My “solution” is to comment Activate() part, and just pass path from UWP to core: string path = Windows.Storage.ApplicationData.Current.LocalFolder.Path; LoadApplication(new MyNamespace.App(path));
and then create database with given path: DatabaseConfiguration config = new DatabaseConfiguration(); config.Directory = path; database = new Database(“mydatabase”, config);
Stepping is broken for a different reason it turns out. Symbols and source are two different things, and our source API endpoints are behind a firewall as I just discovered. I need to find someone who can open that up before it will work.
Many people seem to indicate that commenting out the Activate() portion lets the library continue…so I wonder if something is wrong with one of the DI classes. It’s super odd that this problem never shows up for me but shows up for so many other people…

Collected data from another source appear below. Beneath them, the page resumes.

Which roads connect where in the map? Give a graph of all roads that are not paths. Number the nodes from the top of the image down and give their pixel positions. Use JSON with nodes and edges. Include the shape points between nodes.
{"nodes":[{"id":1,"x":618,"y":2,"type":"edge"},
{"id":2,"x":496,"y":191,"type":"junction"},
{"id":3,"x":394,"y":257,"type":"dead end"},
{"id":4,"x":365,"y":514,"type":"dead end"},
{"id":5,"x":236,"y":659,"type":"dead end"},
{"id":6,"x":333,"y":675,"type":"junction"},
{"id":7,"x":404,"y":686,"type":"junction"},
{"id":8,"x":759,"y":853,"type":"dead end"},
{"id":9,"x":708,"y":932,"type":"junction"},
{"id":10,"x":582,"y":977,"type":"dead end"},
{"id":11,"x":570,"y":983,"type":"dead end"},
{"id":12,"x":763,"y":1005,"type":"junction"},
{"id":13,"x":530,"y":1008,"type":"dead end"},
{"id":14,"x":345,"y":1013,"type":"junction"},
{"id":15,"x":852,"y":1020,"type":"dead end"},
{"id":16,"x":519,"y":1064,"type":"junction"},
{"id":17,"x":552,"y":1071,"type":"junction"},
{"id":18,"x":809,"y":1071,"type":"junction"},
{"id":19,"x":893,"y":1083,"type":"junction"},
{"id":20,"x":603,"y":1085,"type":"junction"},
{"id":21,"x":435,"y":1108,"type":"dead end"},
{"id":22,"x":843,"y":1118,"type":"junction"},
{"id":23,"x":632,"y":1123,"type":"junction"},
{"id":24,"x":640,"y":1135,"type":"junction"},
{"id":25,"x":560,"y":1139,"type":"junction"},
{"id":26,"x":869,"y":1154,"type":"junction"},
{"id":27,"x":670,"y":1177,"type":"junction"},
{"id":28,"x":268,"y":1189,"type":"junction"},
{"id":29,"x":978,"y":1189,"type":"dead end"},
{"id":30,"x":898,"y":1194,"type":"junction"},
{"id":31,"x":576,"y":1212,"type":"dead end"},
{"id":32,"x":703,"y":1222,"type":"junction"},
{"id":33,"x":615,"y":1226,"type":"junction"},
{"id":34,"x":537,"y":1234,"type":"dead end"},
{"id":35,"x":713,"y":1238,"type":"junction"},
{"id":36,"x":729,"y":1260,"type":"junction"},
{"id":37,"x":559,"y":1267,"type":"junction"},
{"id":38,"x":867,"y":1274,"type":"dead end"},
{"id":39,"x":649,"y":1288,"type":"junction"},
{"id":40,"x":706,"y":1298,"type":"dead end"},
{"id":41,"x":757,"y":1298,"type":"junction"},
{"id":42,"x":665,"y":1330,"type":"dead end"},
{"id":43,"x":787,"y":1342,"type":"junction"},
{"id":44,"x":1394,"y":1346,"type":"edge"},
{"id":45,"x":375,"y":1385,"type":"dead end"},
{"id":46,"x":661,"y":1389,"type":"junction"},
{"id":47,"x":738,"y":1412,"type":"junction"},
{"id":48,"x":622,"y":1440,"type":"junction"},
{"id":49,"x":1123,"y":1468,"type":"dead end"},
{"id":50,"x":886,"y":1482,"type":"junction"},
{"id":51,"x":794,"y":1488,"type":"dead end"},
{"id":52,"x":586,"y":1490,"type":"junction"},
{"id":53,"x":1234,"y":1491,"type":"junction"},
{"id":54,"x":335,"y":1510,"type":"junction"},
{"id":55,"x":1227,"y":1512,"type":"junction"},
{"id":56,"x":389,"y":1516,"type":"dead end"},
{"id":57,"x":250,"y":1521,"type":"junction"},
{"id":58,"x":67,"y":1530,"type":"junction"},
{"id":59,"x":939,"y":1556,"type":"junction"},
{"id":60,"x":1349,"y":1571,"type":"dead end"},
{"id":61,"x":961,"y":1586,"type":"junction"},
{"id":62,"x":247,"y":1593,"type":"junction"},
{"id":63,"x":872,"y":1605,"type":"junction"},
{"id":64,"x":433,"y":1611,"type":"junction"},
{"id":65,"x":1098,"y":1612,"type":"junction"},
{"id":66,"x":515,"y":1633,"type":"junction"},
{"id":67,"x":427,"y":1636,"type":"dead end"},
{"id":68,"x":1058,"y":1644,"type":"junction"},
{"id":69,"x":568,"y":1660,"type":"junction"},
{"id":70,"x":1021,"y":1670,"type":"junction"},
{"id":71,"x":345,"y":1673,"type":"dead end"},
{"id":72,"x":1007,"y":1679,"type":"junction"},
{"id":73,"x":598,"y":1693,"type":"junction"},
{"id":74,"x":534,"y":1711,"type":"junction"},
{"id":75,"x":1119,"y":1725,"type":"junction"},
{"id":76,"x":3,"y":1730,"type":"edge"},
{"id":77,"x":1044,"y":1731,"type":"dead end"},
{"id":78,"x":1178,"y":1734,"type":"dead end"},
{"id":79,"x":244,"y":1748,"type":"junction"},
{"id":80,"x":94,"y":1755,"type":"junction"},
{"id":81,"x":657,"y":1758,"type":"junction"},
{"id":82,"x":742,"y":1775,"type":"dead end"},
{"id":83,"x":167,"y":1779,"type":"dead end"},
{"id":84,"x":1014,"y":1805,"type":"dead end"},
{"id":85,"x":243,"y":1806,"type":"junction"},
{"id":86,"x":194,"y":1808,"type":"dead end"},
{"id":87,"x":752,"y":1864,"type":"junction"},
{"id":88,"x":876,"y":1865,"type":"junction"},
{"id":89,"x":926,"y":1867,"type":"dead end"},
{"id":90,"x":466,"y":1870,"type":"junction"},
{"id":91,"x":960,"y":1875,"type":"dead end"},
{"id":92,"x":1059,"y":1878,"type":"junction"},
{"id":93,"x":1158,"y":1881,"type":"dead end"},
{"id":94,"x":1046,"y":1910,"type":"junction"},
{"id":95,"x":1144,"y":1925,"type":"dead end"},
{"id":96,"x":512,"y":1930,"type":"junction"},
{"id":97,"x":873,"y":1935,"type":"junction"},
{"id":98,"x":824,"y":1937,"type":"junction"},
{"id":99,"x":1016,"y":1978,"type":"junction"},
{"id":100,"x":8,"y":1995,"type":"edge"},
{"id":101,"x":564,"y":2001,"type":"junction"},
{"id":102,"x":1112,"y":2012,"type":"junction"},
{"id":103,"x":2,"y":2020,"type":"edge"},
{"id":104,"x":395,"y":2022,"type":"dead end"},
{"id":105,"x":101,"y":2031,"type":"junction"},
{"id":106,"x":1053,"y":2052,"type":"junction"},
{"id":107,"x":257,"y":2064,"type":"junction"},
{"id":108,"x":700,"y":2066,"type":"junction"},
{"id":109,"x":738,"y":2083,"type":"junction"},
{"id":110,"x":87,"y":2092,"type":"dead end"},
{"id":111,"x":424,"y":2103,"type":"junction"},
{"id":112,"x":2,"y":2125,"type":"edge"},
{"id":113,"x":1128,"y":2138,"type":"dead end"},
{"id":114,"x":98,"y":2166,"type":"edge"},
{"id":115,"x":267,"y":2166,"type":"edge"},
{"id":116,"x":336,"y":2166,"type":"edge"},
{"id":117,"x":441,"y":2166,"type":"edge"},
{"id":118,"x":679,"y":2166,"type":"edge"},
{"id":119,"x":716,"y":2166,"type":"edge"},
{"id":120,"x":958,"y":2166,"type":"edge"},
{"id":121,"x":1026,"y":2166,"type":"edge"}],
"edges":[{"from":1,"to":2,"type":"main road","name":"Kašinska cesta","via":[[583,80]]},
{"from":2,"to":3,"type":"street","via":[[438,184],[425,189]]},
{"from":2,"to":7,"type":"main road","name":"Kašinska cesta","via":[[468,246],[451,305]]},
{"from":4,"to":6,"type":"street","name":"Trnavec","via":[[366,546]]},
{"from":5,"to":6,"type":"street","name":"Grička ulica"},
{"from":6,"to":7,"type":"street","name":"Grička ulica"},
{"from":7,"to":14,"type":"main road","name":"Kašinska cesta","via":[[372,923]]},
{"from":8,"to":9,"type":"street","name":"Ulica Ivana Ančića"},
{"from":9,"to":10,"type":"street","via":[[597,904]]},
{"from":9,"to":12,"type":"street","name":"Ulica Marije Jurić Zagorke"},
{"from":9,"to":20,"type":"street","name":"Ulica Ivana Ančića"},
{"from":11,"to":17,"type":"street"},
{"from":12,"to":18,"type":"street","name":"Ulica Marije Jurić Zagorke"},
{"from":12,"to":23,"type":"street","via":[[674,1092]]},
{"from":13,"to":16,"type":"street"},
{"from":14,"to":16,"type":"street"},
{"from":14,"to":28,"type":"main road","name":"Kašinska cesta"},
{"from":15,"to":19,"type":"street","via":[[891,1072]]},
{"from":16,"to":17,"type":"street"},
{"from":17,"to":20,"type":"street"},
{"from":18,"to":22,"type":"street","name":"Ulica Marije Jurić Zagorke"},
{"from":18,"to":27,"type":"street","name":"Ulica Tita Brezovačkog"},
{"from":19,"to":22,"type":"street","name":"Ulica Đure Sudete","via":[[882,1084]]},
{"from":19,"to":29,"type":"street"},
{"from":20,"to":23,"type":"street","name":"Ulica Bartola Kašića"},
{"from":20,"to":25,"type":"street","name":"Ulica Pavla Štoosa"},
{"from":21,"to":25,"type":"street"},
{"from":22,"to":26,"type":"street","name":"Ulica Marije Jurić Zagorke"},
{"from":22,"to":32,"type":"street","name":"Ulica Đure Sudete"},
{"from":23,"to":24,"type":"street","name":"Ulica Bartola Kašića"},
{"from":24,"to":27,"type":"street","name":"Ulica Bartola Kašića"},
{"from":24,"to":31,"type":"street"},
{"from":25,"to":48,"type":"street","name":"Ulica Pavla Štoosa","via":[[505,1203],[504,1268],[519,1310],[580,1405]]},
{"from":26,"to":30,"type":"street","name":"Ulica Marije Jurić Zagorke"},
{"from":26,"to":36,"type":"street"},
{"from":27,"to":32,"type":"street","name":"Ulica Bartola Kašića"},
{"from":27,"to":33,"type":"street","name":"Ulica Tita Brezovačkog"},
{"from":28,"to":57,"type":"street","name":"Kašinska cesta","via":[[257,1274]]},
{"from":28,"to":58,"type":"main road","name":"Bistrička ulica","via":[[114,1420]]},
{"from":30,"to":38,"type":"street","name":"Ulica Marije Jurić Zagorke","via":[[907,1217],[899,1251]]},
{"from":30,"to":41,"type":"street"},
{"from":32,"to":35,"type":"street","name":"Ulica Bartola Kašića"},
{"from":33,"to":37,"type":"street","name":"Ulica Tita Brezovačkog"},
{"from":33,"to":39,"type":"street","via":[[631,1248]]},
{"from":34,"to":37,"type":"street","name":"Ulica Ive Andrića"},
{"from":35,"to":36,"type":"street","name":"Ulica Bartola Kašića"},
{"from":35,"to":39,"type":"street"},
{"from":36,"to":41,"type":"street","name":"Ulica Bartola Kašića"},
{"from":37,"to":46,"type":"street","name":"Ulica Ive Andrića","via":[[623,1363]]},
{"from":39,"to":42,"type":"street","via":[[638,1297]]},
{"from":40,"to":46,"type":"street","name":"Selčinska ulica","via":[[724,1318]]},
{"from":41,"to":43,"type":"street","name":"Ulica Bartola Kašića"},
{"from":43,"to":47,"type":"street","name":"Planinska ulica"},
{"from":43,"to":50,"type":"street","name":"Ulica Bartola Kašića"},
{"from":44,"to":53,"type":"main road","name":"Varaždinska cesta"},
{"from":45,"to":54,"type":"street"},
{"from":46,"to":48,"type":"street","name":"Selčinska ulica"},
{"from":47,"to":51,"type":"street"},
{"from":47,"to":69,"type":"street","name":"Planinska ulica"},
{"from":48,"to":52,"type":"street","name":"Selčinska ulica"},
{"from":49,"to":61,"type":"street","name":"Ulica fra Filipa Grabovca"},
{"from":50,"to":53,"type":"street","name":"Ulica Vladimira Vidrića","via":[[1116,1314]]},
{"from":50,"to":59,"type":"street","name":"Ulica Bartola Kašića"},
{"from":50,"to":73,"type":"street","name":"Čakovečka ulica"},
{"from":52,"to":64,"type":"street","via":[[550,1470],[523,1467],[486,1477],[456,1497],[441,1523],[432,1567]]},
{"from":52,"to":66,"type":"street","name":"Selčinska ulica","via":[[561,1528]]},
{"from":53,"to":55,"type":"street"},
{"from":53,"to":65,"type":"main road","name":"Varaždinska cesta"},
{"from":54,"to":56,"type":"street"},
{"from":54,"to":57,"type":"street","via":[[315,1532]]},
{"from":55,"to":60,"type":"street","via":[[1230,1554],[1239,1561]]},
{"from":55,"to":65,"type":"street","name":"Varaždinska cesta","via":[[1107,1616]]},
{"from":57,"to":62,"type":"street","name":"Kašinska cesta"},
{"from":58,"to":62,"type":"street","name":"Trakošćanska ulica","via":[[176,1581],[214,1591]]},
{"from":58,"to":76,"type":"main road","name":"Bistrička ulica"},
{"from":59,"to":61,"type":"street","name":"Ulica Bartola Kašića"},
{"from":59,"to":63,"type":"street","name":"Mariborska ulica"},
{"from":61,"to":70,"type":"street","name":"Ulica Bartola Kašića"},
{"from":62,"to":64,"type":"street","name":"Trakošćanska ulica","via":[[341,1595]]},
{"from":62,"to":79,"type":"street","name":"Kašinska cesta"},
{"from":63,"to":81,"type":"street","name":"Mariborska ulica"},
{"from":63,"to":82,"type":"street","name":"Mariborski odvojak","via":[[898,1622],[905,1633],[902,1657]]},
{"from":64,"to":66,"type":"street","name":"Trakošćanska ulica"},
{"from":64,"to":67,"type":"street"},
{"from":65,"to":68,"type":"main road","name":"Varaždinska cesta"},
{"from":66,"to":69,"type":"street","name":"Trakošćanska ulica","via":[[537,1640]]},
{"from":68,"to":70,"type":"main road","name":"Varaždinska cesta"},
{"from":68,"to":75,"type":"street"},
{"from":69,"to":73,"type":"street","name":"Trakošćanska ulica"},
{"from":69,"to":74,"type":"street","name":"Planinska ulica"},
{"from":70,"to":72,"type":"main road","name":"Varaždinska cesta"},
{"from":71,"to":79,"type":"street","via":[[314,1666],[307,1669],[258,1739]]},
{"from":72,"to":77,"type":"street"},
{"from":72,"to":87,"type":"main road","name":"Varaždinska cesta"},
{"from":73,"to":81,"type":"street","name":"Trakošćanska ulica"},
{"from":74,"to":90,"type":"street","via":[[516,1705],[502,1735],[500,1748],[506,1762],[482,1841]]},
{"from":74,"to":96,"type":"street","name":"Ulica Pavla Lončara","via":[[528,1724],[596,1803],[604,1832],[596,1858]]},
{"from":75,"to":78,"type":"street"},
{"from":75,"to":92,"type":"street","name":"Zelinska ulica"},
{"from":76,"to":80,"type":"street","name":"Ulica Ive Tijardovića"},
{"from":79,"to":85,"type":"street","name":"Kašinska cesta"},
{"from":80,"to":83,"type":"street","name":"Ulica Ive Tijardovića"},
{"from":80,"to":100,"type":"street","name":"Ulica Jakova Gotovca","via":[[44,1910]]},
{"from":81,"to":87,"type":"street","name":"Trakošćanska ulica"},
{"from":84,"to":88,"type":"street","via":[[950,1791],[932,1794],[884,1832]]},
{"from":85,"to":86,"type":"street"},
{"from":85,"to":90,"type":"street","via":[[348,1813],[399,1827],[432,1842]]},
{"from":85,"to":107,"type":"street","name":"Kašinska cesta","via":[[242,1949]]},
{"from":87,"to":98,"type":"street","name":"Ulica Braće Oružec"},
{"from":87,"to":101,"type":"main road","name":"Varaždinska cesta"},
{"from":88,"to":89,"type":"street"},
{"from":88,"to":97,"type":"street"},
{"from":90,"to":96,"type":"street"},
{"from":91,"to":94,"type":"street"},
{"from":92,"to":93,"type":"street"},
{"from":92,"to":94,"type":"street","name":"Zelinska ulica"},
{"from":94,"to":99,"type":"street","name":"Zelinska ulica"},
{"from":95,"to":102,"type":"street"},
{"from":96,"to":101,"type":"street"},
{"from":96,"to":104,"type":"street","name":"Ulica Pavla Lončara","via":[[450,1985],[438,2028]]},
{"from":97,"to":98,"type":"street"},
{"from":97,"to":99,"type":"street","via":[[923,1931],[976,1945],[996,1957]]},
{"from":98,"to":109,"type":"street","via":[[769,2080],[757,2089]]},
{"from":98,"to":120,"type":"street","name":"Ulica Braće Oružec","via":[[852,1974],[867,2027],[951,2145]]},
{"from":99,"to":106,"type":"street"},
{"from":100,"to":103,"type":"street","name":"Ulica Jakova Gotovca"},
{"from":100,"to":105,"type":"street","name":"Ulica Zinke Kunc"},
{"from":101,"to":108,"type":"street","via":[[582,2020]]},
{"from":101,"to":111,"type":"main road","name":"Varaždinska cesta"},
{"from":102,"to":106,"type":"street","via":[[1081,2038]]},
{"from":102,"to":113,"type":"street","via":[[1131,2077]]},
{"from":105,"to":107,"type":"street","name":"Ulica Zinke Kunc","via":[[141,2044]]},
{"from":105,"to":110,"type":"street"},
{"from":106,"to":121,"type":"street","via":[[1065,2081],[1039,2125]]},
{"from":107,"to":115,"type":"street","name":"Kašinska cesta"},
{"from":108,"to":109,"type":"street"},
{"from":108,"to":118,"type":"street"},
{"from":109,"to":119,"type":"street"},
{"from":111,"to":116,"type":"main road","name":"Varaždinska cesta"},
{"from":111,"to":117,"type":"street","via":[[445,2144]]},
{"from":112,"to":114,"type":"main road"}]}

My best guess right now is that the logger is locked for some reason. Perhaps try registering a custom logger after the activate call and see if that clear things up?
Same problem as m.wecker have. Only with UWP.
If I use Couchbase.Lite.Support.UWP.Activate(); in UWP project, everything hangs in core project on line Database database = new Database(“mydatabase”);.
My “solution” is to comment Activate() part, and just pass path from UWP to core:
string path = Windows.Storage.ApplicationData.Current.LocalFolder.Path;
LoadApplication(new MyNamespace.App(path));
and then create database with given path:
DatabaseConfiguration config = new DatabaseConfiguration();
config.Directory = path;
database = new Database(“mydatabase”, config);
After that, reading/writing/blobing works ok.
After your comment, I’ve checked this solution again and I noticed that the exception actually does not cause the crash.
From what I can see at first glance there are is one change in database.cs from 11 to 13 which might be responsible. There are a lot more changes but this one seems to be the most promising.
private static string DatabasePath(string name, string directory)
This one looks like a good candidate:
old:
return System.IO.Path.Combine(Directory(directory), $"{name}.{DBExtension}");
I have no idea what the problem is, but calls to the constructor new Database(myName, myDir) as well as Database.Exists(myName, myDir) do both call Database.Path() and lead to the described hang up … and UWP is really picky when it gets to file handling.
Just guesswork but the best I can come up with without symbols.
Some more digging has narrowed it down to a likely problem with the new DependencyInjection.
The easiest workaround is therefore indeed to use the database constructor in the UWP project directly, because DependencyInjection is simply not used then.
Couchbase.Lite.Support.UWP.Activate();
DatabaseConfiguration config = new DatabaseConfiguration() { Directory = ApplicationData.Current.LocalFolder.Path };
string dbName = myDBName;
Database db = new Database(dbName, config);
Activate() may still be called. Commenting out doesn’t seem to be necessary.